**ABOUT THIS EXERCISE**
Search the data below, and report every line in which "Freiwillige" occurs.
Start of EXTRACTED MATERIAL
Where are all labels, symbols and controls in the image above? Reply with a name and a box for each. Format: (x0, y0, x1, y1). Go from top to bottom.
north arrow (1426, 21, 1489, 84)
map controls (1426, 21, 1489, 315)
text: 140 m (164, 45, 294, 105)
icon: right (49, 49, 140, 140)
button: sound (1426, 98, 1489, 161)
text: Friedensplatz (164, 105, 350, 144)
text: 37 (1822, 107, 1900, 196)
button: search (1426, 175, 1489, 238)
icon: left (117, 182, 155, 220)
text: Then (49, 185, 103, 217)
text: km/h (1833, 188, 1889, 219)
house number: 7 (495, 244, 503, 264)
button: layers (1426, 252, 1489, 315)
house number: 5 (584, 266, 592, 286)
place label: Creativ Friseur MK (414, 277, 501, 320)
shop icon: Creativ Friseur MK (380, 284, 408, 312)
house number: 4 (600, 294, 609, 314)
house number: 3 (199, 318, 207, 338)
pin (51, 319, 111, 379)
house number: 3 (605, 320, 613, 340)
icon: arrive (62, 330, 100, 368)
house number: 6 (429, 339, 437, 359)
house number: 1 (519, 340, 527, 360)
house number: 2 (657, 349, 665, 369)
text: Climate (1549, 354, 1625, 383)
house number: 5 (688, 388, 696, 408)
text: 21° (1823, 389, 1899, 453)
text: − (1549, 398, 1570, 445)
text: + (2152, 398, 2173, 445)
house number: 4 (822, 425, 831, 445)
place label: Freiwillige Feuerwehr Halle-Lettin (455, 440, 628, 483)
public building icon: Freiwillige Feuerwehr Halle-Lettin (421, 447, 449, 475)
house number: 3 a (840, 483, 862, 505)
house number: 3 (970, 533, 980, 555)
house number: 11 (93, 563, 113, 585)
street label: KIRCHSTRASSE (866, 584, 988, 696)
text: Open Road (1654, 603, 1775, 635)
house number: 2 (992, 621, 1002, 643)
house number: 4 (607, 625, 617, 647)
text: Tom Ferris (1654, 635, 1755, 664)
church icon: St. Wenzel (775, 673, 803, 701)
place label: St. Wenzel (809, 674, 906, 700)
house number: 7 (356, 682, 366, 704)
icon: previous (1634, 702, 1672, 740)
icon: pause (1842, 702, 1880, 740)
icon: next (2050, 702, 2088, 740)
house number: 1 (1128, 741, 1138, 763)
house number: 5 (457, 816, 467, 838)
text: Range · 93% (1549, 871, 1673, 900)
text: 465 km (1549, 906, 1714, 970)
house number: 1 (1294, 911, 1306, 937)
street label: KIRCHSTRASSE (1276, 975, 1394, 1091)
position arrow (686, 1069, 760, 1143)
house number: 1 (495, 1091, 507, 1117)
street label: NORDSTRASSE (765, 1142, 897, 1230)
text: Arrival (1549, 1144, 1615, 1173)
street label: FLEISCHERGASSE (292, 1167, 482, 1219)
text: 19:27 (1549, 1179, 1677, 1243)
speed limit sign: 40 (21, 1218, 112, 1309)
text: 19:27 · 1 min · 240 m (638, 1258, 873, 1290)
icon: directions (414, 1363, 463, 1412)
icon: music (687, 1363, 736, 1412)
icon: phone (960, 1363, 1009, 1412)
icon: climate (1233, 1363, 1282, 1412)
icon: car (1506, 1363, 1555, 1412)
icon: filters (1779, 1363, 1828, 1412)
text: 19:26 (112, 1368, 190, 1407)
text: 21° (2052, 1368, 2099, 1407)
End of EXTRACTED MATERIAL
**REPLY TO THE TASK**
place label: Freiwillige Feuerwehr Halle-Lettin (455, 440, 628, 483)
public building icon: Freiwillige Feuerwehr Halle-Lettin (421, 447, 449, 475)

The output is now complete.